Cette vie entièrement dédiée aux déshérités finit par lui peser : pas de temps pour se consacrer à ses passions, pas de temps pour vivre une histoire d'amour. Alors elle décide de changer d'association et de s'occuper des «biffins», ces vendeurs en tout genre qui étalent leurs marchandises aux franges des puces de Saint-Ouen. Cette reconversion qui devait lui offrir une vie plus calme et plus sédentaire est pourtant obscurcie par le meurtre d'un SDF que Cécile ne parvient pas à ignorer, elle qui a pourtant souvent croisé la mort dans son travail…
# L’avis de Lettres it be
Les biffins est l’occasion de recroiser la route de Cécile, toujours secouriste au Samu social mais qui, cette fois, se trouve plongée en plein doute quant à son engagement au côté des plus démunis. Cécile est la fille de « Bird », un personnage fantasque que nous avions rencontré dans le livre du même nom sorti en 2008, comme le tome 1 de cette histoire dans laquelle s’était alors engouffré Marc Villard. Cécile partait à la recherche de ce père disparu, finalement retrouvé dans la torpeur de la nuit, elle aussi sans domicile fixe. Ce même « Bird » qui faisait, par son pseudonyme, écho à l’immense jazzman Charlie Parker qui partage ce surnom. Chez Marc Villard, la musique n’est jamais très loin. Effectivement.

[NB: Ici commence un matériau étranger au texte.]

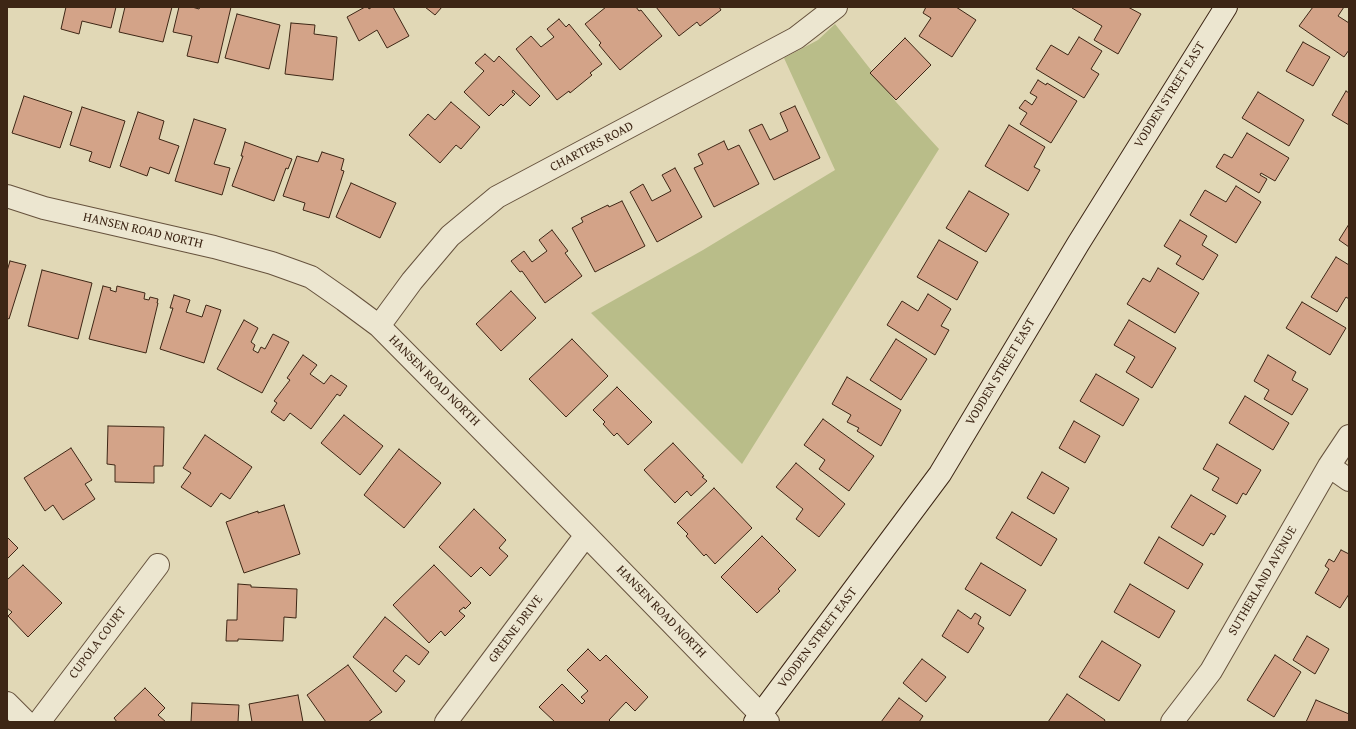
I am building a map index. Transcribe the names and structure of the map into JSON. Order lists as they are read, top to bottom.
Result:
{
  "streets": {
    "street": [
      "VODDEN STREET EAST",
      "CHARTERS ROAD",
      "HANSEN ROAD NORTH",
      "SUTHERLAND AVENUE",
      "GREENE DRIVE",
      "CUPOLA COURT"
    ]
  },
  "crossings": [
    ["VODDEN STREET EAST", "HANSEN ROAD NORTH"],
    ["CHARTERS ROAD", "HANSEN ROAD NORTH"],
    ["HANSEN ROAD NORTH", "GREENE DRIVE"]
  ]
}
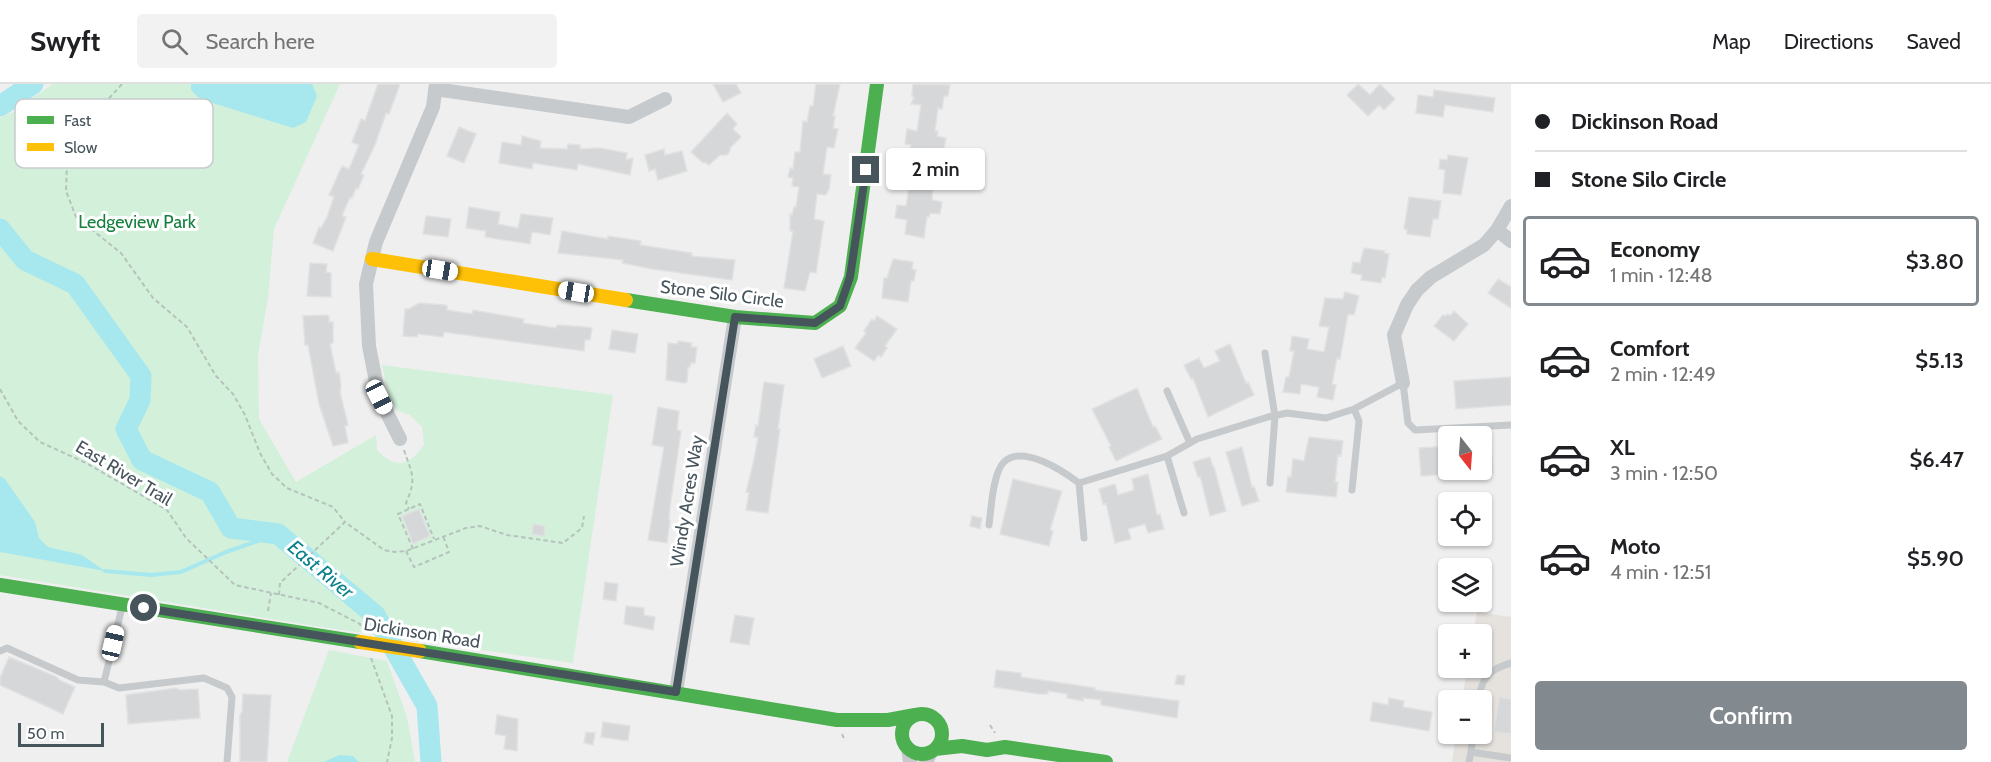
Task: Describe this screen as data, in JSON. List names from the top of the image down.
{
  "streets": {
    "street": ["Stone Silo Circle", "Windy Acres Way", "Dickinson Road"],
    "path": ["East River Trail"]
  },
  "crossings": [
    ["Stone Silo Circle", "Windy Acres Way"],
    ["Windy Acres Way", "Dickinson Road"]
  ],
  "water": ["East River"],
  "parks": ["Ledgeview Park"],
  "legend": ["Fast", "Slow"],
  "scale_bar": "50 m",
  "north": "bottom",
  "page": {
    "header": "Swyft",
    "search": "Search here",
    "nav": ["Map", "Directions", "Saved"],
    "banner": ["Dickinson Road", "Stone Silo Circle"],
    "bubble": "2 min",
    "list": [
      {
        "name": "Economy",
        "note": "1 min · 12:48",
        "value": "$3.80"
      },
      {
        "name": "Comfort",
        "note": "2 min · 12:49",
        "value": "$5.13"
      },
      {
        "name": "XL",
        "note": "3 min · 12:50",
        "value": "$6.47"
      },
      {
        "name": "Moto",
        "note": "4 min · 12:51",
        "value": "$5.90"
      }
    ],
    "map_buttons": ["+", "−"],
    "buttons": "Confirm",
    "scale": "50 m"
  }
}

Dans ce second volet, l’engagement de Cécile auprès des démunis de la Capitale pèse de plus en plus lourd sur la bonne tenue de sa vie personnelle. Après la quête paternelle entamée dans Bird, la voilà encore et toujours dans la rue, à aider, rassurer, apporter son soutien à tous ceux, trop nombreux, qui en font la demande. Comme autant de figures du père à sauver de l’oubli. Difficile donc de quitter cet engagement du jour au lendemain, alors autant tenter de trouver une issue de secours. C’est cette même issue qui va pousser Cécile vers d’autres personnages emblématiques de la rue : les biffins. Ces chiffonniers qui récupèrent et vendent de tout pour un rien. Une période de flottement dans la vie de Cécile et qui va vite prendre fin à la suite d’un incendie dramatique auquel elle va devoir faire face, de gré ou de force.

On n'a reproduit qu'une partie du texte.